The investigators propose to conduct a 2-arm, open-label pilot study to determine if early treatment with amitriptyline will decrease the frequency and severity of headaches after mild traumatic brain injury (TBI). Amitriptyline is a tricyclic antidepressant that is commonly available and inexpensive. It is used as a first-line drug for primary headache prevention in a very low dose range of 10-50 mg. - Specific Aim 1 is to conduct a 2-arm open-label study to examine the effect of preventive treatment with amitriptyline on the frequency and severity of headache after mild TBI. - Specific Aim 2 is to collect data needed for design of a Phase 3 study, including an estimate of effect size, headache variability, and desirable drug treatment start date. - Specific Aim 3 is to examine the feasibility of using headache diaries with individuals with mild TBI. - Specific Aim 4 is to establish the safety and tolerability of amitriptyline for the prevention of headache after mild TBI. The investigators hypothesize that early preventive treatment with amitriptyline will avert the development of chronic post-traumatic headache (PTH) as compared to rates of headache from a recent natural history study on PTH after mild TBI. The investigators propose to enroll inpatient subjects from a Level I trauma center as well as from outpatient clinics and from the general community with a diagnosis of mild TBI. Subjects will be screened for current headache. After baseline assessment, 72 subjects with current headache will be randomized to one of 2 groups. Group 1 will immediately begin amitriptyline and or Group 2 will be followed and begin amitriptyline at Day 30. All subjects will be asked to complete a daily headache diary beginning on Day 1 of the study. A detailed medical history and headache survey will be completed. Subjects will have a scheduled stepped increase in the drug dosage every week for 3 weeks to the maximum study dosage of 50 mg. Weekly telephone calls will monitor for adverse events and compliance with the drug and headache diary. Clinic visits will occur at 30, 60 and 90 days. The 30 day clinic visit will include cognitive testing to assess for differences between groups and initiation of drug treatment for Group 2. Both 30 and 60 day visits will include review of headache diary, potential adverse effects, and pill counts. The 90 day visit will be for outcome assessment. In addition, the headache survey will be repeated by telephone at Day 180.

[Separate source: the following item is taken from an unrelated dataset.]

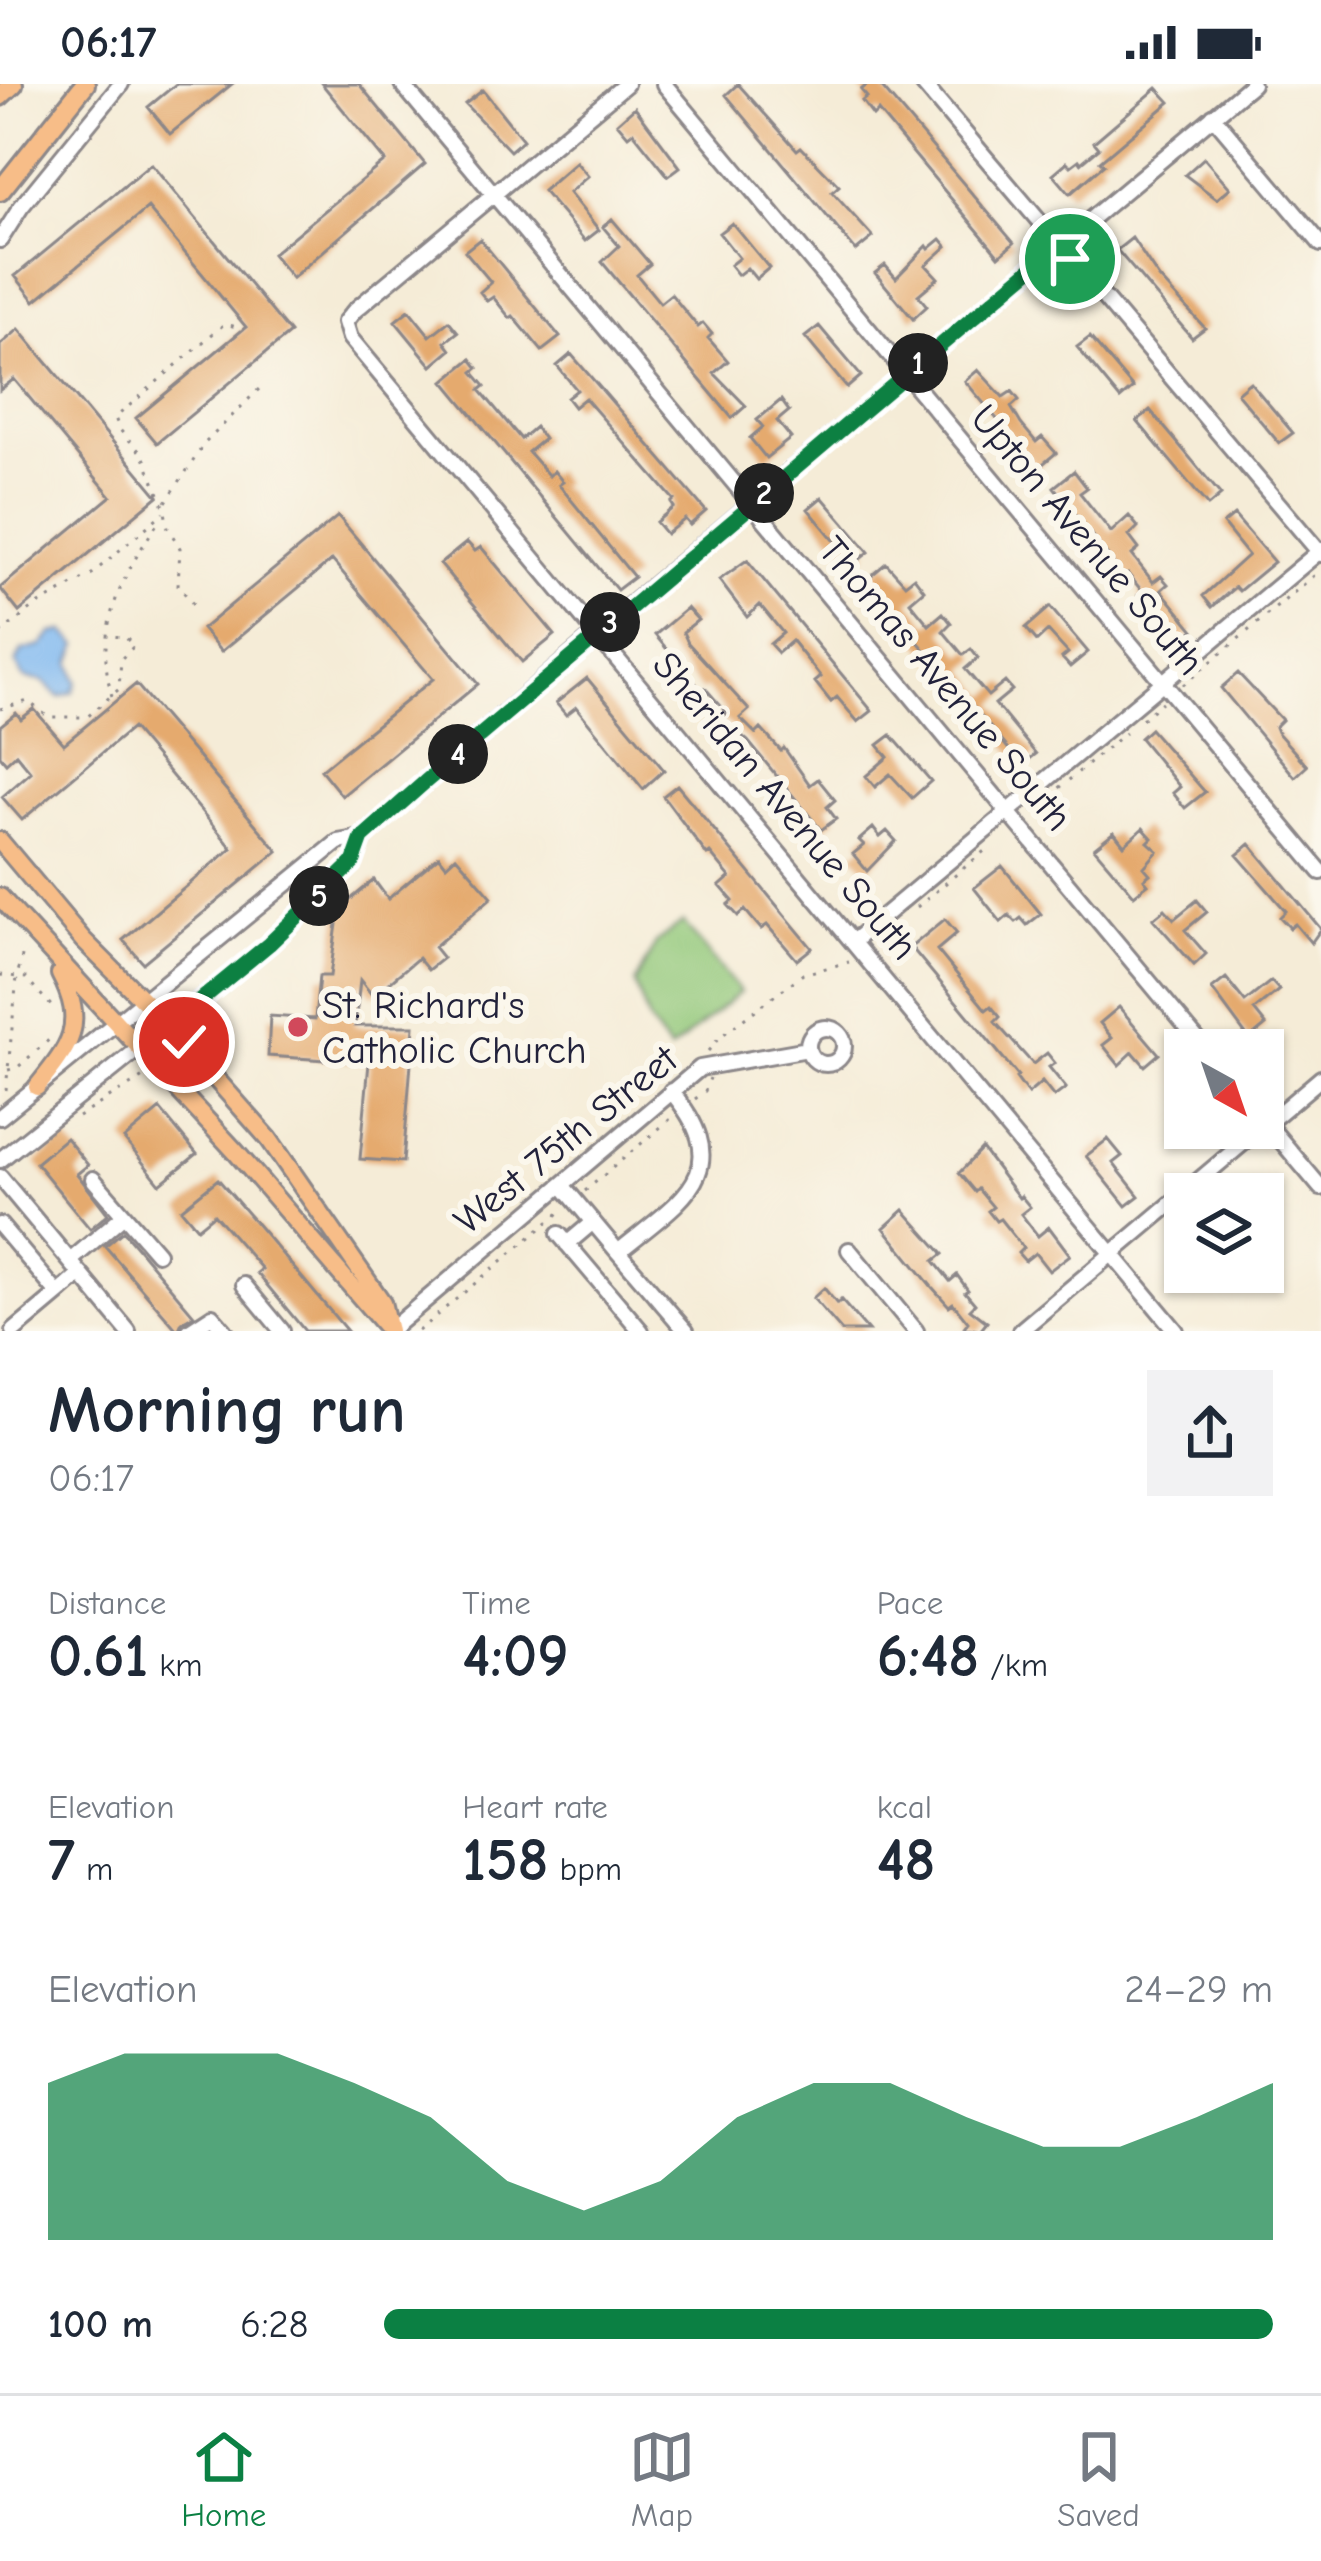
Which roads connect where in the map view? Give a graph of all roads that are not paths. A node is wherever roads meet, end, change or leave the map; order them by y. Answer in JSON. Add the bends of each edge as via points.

Who is eligible to participate?
Inclusion Criteria: - Acute mild TBI (Glasgow Coma Scale of 13-15 on emergency department evaluation, any period of loss of consciousness (LOC) < than 30 minutes, alteration of consciousness or post-traumatic amnesia (not to exceed 24 hours) - Ability to give consent - Ages 18-60 - Access to a telephone - Current headache (new headache or headache worse than prior to injury) Exclusion Criteria: - Does not speak English - Diagnosed seizure disorder - Myocardial infarction in prior 6 months - Cardiac arrhythmia requiring medication treatment - Prolonged Q-T interval on electrocardiogram - Psychosis - Intoxication on hospital admission sufficient enough to cloud the diagnosis of mild TBI - Incarceration or homelessness - Allergy to amitriptyline - Current treatment with amitriptyline or other tricyclic antidepressant - Currently taking any medication not recommended for use with amitriptyline due to the potential for Q-T interval prolongation. Examples of this include: Class I, I-A or II antiarrhythmics, TCA's, MAOI's, selected fluoroquinolones (gatifloxacin, moxifloxacin), selected antipsychotic medications (haloperidol, risperidone, quetiapine), selected antiretroviral medications, cisapride, chloroquine, chlorpromazine, prochlorperazine, promethazine, citalopram, fluoxetine, erythromycin, methadone - History of glaucoma - History of prostate disease or current urinary retention
Which medical condition, disease, disorder, syndrome, illness, or injury is researched?
Interventions can include giving participants drugs, medical devices, procedures, vaccines, and other products that are either investigational or already available or noninvasive approaches such as surveys, education, and interviews.
Drug:AmitriptylineParticipants with headache will be enrolled within the first 12 weeks after injury and will be randomly assigned to 2 groups (see Table 1 for summary of protocol). Group 1 will be assessed within 3 months of injury (baseline, Day 0) (when they will receive their initial ramp-up dosage containers; see Table 2 for dosing), Day 30 and Day 60 (to monitor compliance and distribute study drug), and for final outcome on Day 90. Group 2 will be assessed within 3 months of injury (baseline, Day 0) but will not receive medication until their Day 30 visit. Those in group 2 who report headache at Day 30 will receive their initial dosage container and will then be reassessed at Day 60 (to monitor compliance and distribute study drug) and Day 90 (final outcome).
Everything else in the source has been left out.